Manuel Borja-Villel

 

Curriculum vitae

Manuel Borja-Villel was born in Borriana in 1957 and graduated in Art History from the Faculty of Geography and History at the University of Valencia in 1980. He was a Special Student at the University of Yale in 1981/1982. He received a Fulbright grant from 1981 to 1983. He obtained a Master of Philosophy from the Department of Art History at the City University of New York in 1987. He was awarded a Kress Foundation Fellowship for Art History for 1998/1989 and he obtained a PhD from the Department of Art History at the City University of New York Graduate School in 1989.

He was director of the Antoni Tàpies Foundation in Barcelona from its opening in June 1990 until July 1998. At the foundation, he organized exhibitions such as “The Limits of the Museum” or “The People's City” and shows by artists such as Louise Bourgeois, Brassaï, Marcel Broodthaers, Lygia Clark, Hans Haacke or Krzysztof Wodiczko.
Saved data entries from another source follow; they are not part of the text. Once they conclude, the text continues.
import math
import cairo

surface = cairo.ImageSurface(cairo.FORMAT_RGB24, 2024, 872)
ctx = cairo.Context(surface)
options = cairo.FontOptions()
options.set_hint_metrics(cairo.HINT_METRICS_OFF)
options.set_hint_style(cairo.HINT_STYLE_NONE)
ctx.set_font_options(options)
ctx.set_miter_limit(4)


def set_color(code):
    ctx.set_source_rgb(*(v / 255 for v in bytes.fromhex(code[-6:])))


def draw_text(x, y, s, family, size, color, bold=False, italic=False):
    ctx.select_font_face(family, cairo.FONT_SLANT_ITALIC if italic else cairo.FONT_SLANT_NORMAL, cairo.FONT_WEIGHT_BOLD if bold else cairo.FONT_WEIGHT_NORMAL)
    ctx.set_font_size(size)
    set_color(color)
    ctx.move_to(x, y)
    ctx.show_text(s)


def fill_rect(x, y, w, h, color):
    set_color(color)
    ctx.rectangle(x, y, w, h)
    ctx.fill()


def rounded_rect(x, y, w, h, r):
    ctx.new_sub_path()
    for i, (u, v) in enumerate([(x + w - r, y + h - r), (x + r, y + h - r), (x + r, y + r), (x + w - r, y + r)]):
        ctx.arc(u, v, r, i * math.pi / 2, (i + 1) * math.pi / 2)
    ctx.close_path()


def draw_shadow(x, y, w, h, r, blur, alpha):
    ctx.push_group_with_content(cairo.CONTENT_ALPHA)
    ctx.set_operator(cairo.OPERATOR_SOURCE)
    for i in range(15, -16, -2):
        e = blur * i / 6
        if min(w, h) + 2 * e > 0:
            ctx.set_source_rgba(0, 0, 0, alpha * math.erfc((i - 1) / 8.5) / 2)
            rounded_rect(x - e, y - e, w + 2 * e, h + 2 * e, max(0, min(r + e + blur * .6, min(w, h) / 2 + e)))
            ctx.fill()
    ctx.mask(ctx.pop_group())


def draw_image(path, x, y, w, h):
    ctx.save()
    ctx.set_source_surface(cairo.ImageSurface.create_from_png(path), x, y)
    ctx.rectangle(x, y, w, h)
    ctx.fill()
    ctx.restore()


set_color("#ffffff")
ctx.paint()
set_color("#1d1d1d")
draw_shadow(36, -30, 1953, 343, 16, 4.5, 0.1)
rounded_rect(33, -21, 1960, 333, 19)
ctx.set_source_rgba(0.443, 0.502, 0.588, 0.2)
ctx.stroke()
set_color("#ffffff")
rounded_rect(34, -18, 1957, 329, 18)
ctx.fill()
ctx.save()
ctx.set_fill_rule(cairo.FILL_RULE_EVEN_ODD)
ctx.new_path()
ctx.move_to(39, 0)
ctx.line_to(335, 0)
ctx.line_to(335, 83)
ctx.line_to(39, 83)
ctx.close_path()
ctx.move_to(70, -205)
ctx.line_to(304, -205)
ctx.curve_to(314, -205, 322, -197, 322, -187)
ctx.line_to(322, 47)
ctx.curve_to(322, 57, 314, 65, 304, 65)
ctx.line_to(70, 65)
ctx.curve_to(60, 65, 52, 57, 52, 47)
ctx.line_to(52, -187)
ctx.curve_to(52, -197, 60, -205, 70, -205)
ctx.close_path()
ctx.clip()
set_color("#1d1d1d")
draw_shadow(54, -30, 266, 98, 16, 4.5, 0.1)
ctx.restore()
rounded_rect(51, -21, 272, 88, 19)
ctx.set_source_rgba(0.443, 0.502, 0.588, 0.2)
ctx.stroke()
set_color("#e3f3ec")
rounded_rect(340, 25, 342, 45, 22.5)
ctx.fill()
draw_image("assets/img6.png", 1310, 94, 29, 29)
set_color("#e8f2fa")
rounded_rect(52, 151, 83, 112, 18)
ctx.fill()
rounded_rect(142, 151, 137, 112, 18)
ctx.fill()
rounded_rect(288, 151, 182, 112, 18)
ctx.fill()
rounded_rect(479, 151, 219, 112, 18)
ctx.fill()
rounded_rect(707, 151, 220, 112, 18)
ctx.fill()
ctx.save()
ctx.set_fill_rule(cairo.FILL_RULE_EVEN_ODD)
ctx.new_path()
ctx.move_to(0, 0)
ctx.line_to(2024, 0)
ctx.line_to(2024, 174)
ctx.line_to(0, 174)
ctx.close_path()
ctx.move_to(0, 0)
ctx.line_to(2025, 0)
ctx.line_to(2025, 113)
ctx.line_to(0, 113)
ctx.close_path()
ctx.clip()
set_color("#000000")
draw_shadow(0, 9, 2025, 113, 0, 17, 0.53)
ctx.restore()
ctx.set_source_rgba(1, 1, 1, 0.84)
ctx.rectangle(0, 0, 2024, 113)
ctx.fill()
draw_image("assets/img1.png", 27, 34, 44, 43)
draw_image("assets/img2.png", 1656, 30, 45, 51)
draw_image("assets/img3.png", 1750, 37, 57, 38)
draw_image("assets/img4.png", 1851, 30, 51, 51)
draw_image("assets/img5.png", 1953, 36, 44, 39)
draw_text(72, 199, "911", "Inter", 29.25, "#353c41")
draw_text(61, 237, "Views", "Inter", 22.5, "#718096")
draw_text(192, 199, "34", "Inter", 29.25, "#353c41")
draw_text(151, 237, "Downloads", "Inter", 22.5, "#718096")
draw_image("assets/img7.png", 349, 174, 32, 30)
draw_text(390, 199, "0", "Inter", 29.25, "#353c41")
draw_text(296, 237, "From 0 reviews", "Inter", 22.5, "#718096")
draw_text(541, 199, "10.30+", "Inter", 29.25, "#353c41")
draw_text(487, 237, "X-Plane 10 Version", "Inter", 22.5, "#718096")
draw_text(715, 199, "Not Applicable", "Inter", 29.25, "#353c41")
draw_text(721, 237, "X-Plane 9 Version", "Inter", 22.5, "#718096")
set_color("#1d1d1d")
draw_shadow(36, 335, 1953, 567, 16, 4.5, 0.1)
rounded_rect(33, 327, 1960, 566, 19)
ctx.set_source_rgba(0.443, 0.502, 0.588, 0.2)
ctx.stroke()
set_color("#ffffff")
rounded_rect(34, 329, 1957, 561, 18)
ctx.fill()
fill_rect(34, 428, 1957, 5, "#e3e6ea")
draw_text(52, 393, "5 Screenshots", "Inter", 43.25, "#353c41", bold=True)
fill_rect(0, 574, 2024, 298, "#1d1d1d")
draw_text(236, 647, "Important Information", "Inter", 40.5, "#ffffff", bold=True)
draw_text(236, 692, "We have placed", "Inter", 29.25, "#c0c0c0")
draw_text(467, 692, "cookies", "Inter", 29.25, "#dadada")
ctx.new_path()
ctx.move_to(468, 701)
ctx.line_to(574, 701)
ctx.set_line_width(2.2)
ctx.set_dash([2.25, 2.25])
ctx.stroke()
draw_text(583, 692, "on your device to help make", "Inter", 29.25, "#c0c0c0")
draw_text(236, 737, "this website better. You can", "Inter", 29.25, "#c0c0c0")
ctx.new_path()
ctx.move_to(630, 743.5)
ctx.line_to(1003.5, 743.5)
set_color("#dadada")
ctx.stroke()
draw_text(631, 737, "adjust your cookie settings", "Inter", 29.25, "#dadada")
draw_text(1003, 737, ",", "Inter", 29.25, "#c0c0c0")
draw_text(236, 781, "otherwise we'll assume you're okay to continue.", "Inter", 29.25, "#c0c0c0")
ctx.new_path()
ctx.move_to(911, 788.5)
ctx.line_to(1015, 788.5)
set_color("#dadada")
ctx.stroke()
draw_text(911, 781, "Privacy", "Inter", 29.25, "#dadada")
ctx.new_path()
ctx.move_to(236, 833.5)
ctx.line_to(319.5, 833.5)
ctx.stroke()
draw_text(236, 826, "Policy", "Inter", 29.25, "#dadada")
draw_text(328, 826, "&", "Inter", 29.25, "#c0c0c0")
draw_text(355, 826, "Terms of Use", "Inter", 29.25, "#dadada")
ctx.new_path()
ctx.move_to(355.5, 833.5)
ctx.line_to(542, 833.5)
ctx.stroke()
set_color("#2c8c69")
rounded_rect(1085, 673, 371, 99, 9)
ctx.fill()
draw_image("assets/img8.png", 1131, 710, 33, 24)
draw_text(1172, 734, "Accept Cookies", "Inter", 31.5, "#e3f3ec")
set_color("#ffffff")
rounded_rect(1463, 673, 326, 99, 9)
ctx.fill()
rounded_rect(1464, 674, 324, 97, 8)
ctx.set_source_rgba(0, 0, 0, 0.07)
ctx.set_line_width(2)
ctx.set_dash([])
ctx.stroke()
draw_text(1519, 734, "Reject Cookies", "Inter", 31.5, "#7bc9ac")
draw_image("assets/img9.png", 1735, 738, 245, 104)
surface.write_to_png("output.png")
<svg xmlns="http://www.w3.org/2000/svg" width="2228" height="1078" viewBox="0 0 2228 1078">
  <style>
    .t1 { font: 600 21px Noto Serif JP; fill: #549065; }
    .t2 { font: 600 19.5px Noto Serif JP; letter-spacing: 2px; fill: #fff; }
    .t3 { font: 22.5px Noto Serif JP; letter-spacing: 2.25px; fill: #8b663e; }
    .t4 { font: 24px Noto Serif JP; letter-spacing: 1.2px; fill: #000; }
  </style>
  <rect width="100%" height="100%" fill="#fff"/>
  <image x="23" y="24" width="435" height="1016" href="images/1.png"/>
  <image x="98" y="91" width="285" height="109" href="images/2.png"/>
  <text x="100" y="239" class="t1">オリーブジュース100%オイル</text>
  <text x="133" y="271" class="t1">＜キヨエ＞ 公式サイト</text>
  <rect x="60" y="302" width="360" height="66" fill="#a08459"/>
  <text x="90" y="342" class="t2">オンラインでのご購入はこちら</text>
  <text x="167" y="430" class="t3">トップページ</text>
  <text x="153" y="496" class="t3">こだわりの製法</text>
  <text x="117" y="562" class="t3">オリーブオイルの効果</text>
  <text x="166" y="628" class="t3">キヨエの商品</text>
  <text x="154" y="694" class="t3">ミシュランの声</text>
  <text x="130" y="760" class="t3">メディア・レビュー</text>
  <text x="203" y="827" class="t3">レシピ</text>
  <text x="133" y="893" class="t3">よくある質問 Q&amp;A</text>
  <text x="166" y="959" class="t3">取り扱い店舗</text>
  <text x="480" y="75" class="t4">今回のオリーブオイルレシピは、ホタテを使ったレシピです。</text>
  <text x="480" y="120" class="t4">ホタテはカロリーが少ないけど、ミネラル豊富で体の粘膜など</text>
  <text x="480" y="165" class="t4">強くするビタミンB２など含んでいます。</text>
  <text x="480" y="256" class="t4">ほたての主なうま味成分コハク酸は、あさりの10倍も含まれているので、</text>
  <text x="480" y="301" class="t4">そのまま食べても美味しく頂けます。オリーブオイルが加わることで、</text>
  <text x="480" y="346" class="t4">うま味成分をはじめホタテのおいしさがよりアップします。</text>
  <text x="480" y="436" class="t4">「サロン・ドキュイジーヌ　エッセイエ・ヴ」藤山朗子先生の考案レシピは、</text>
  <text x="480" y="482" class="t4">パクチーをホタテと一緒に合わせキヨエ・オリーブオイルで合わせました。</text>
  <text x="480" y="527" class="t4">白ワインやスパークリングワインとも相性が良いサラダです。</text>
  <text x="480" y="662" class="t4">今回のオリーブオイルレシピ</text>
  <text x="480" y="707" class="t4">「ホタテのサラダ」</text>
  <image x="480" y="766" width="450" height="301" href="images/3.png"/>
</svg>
He was then director of the Museu d'Art Contemporani de Barcelona (MACBA) from July 1998 to January 2008. Highlights from among the shows he organized include those on Vito Acconci, El Lissitzky, Öyvind Fahlström, Peter Fischli & David Weiss, Robert Frank, David Goldblatt, Luis Gordillo, Raymond Hains, Richard Hamilton, William Kentridge, Perejaume, Michelangelo Pistoletto, Gerhard Richter, Martha Rosler or Antoni Tàpies. Some of the exhibitions he organized here included “Antagonisms”, “Force fields, an Essay on the Kinetic”, “Art and Utopia. Restricted Action”, “A Theater without Theater” and “Be-Bomb. The Transatlantic War of Images and All that Jazz. 1946-1956”.

He has been director of the Museo Nacional Centro de Arte Reina Sofía since January 2008. Alongside research into the new forms institutions can take, an important part of his work at the Museo Reina Sofía focuses on the development and reorganization of the collection, and changing the way the works are shown. Highlights among recent exhibitions he has organized include “Pessoa. All Art Is a Form of Literature” and “Russian Dada. 1914-1924” in 2018, “Pity and Terror. Picasso's Path to Guernica” in 2017, “Marcel Broodthaers. A Retrospective”, “Territories and Fictions. Thinking a New Way of the World” in 2016, “Not Yet. On the Reinvention of Documentary and the Critique of Modernism” in 2015, and “Really Useful Knowledge” and “Playgrounds. Reinventing the Square” in 2014.